*What you will do*
Below are entries with pictures in them. Output exactly the lines starting at the line with "index mcp: (746, 778)" and ending at the line with "thumb mcp: (1012, 466)", both included, but not the pictures.

[Structured pose outputs]
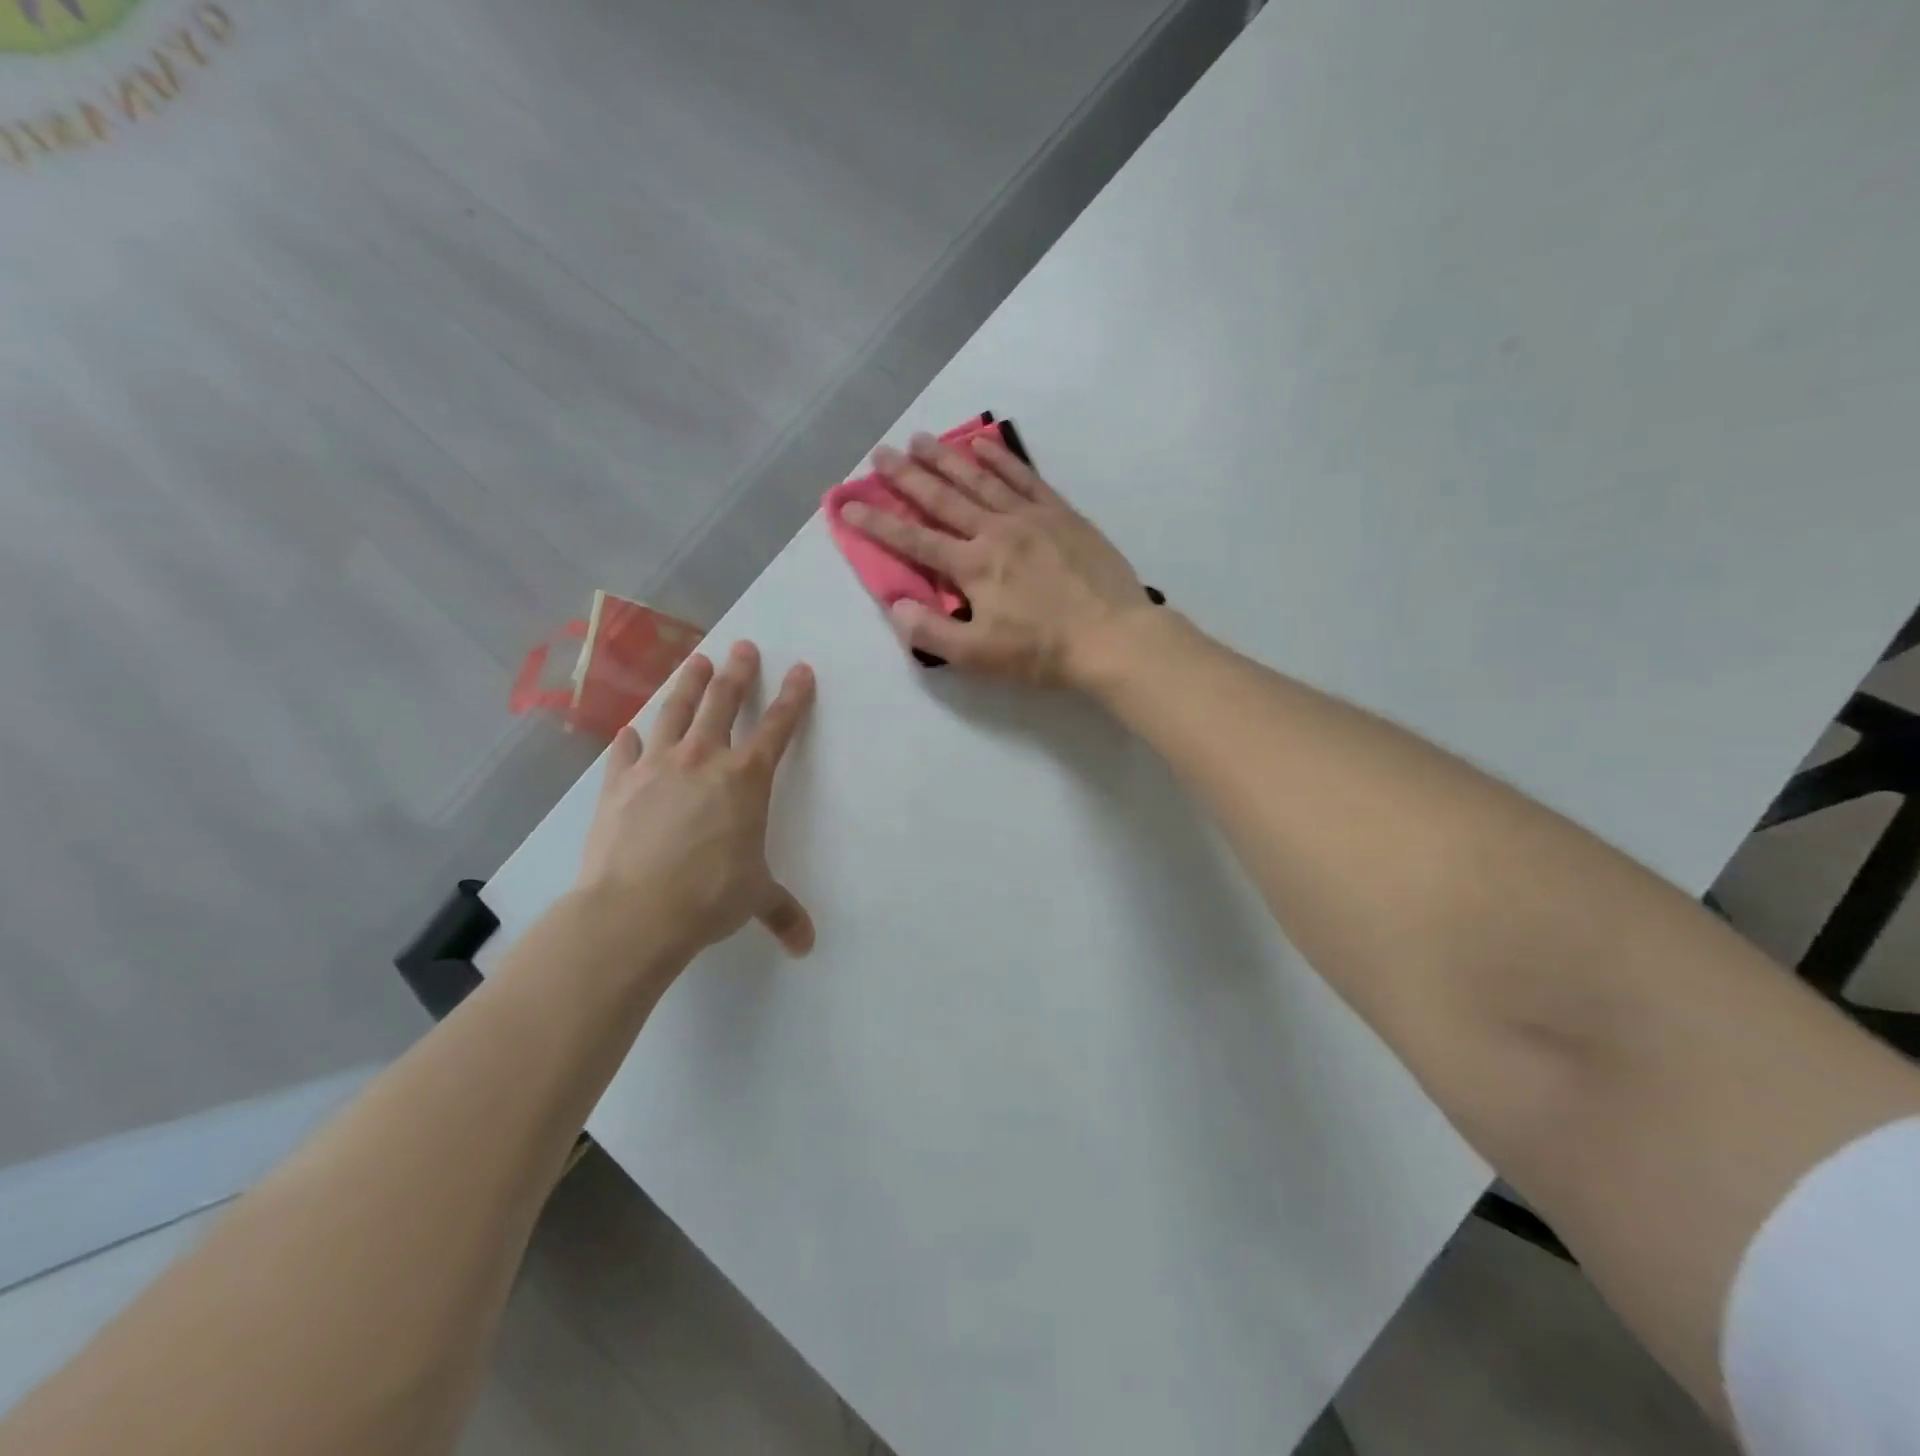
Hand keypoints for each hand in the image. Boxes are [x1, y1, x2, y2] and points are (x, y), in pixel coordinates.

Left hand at [576, 642, 816, 968]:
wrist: (634, 910)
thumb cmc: (709, 896)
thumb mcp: (755, 899)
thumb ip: (782, 913)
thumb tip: (805, 946)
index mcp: (746, 778)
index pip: (778, 727)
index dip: (794, 697)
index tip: (802, 670)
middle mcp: (703, 759)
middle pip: (723, 702)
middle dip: (738, 672)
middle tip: (743, 646)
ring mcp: (657, 766)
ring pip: (675, 711)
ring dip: (688, 684)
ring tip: (697, 660)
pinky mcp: (618, 784)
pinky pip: (626, 751)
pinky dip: (631, 739)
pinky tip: (631, 731)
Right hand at [839, 432, 1149, 687]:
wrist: (1112, 637)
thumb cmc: (1042, 652)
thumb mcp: (979, 656)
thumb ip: (932, 632)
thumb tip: (896, 604)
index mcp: (973, 566)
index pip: (913, 540)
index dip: (876, 523)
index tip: (847, 504)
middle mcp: (995, 531)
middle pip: (942, 498)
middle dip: (906, 477)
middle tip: (880, 454)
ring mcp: (1031, 517)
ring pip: (980, 480)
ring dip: (946, 458)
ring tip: (921, 439)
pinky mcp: (1061, 514)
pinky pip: (1025, 477)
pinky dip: (1001, 458)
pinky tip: (983, 443)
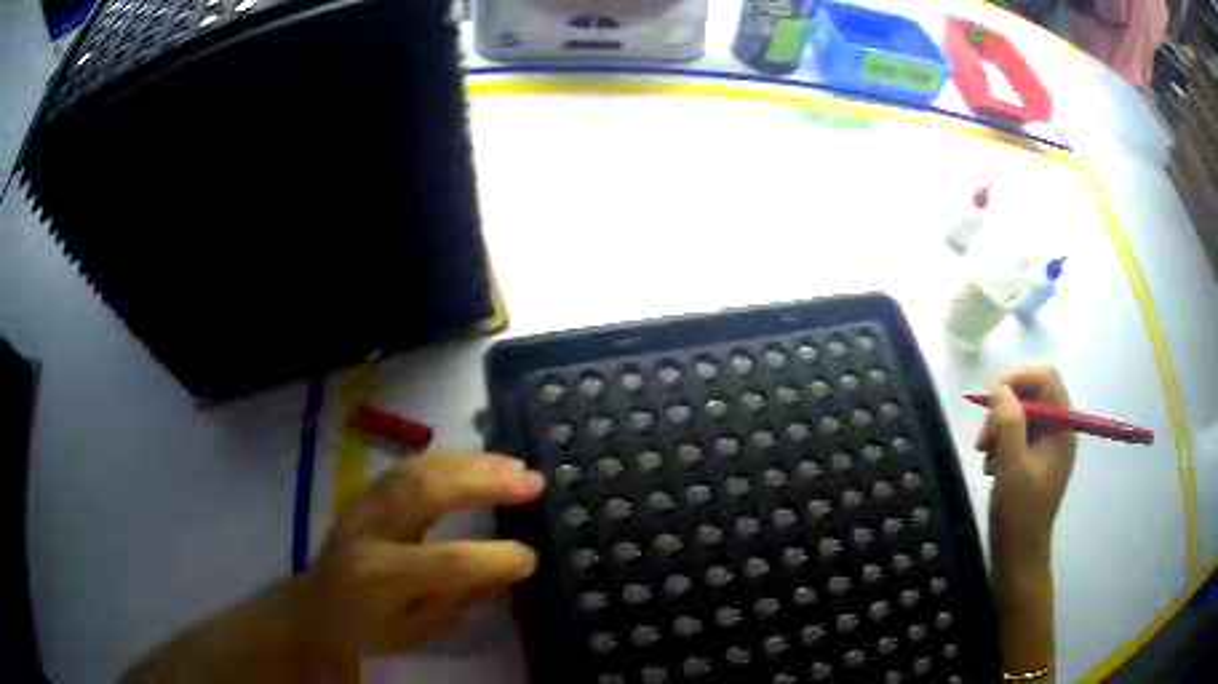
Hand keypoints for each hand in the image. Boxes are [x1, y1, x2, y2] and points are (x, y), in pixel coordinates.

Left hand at [304, 453, 545, 662]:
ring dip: (472, 463)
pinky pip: (412, 467)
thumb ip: (456, 599)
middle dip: (483, 484)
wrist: (314, 605)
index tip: (530, 556)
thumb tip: (505, 567)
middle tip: (533, 482)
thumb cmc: (366, 628)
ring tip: (515, 466)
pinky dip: (451, 461)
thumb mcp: (413, 631)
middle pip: (425, 493)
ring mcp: (364, 503)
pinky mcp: (368, 491)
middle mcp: (367, 529)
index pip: (440, 562)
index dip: (488, 559)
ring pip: (419, 469)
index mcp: (377, 575)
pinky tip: (480, 462)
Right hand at [975, 365, 1076, 564]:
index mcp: (1061, 429)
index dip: (1019, 378)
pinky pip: (1017, 434)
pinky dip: (1000, 442)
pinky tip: (990, 465)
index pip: (1046, 379)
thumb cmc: (1019, 514)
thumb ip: (1008, 423)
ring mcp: (1046, 446)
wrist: (1018, 556)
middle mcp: (1057, 431)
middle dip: (1004, 407)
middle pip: (1032, 394)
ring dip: (999, 427)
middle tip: (983, 434)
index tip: (991, 397)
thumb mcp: (1012, 466)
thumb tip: (1000, 389)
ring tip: (983, 453)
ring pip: (1021, 414)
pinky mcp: (1034, 459)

*Solution for this task*
index mcp: (746, 778)
index pip: (778, 727)
index dip: (794, 697)
index tip: (802, 670)
middle mcp: (703, 759)
middle pip: (723, 702)
middle dip: (738, 672)
middle tip: (743, 646)
ring mcp: (657, 766)
ring pip: (675, 711)
ring dip: (688, 684)
ring tip: (697, 660)
pinky mcp: (618, 784)
pinky pip: (626, 751)
pinky dip: (631, 739)
pinky tip: (631, 731)
Right hand at [839, 432, 1149, 687]:
wrist: (1112, 637)
thumb cmc: (1042, 652)
thumb mcp: (979, 656)
thumb ip: (932, 632)
thumb tip: (896, 604)
index mcp: (973, 566)
index pip: (913, 540)
index dip: (876, 523)
index tip: (847, 504)
middle mcp: (995, 531)
middle pip: (942, 498)
middle dip: (906, 477)
middle tip: (880, 454)
ring mcp: (1031, 517)
ring pip: (980, 480)
ring dip: (946, 458)
ring tip: (921, 439)
pinky mcp: (1061, 514)
pinky pip: (1025, 477)
pinky dip: (1001, 458)
pinky tip: (983, 443)
Hand keypoints for each hand in the image. Boxes are [x1, y1, x2, y2] and points are (x, y), in pixel coordinates.

Left hand at [304, 453, 545, 662]:
ring dip: (472, 463)
pinky pip: (412, 467)
thumb ip: (456, 599)
middle dip: (483, 484)
wrist: (314, 605)
index tip: (530, 556)
thumb tip: (505, 567)
middle tip: (533, 482)
thumb cmc: (366, 628)
ring tip: (515, 466)
pinky dip: (451, 461)
thumb mcp: (413, 631)
middle pip: (425, 493)
ring mcp: (364, 503)
pinky mcp: (368, 491)
middle mcp: (367, 529)
index pip: (440, 562)
index dip: (488, 559)
ring pip: (419, 469)
index mcp: (377, 575)
pinky tip: (480, 462)
Right hand at [975, 365, 1076, 564]:
index mcp: (1061, 429)
index dip: (1019, 378)
pinky pip: (1017, 434)
pinky dip: (1000, 442)
pinky tip: (990, 465)
index pip: (1046, 379)
thumb cmc: (1019, 514)
thumb ip: (1008, 423)
ring mcp: (1046, 446)
wrist: (1018, 556)
middle mcp: (1057, 431)
middle dip: (1004, 407)
middle pip: (1032, 394)
ring dip: (999, 427)
middle tip: (983, 434)
index tip: (991, 397)
thumb mcp: (1012, 466)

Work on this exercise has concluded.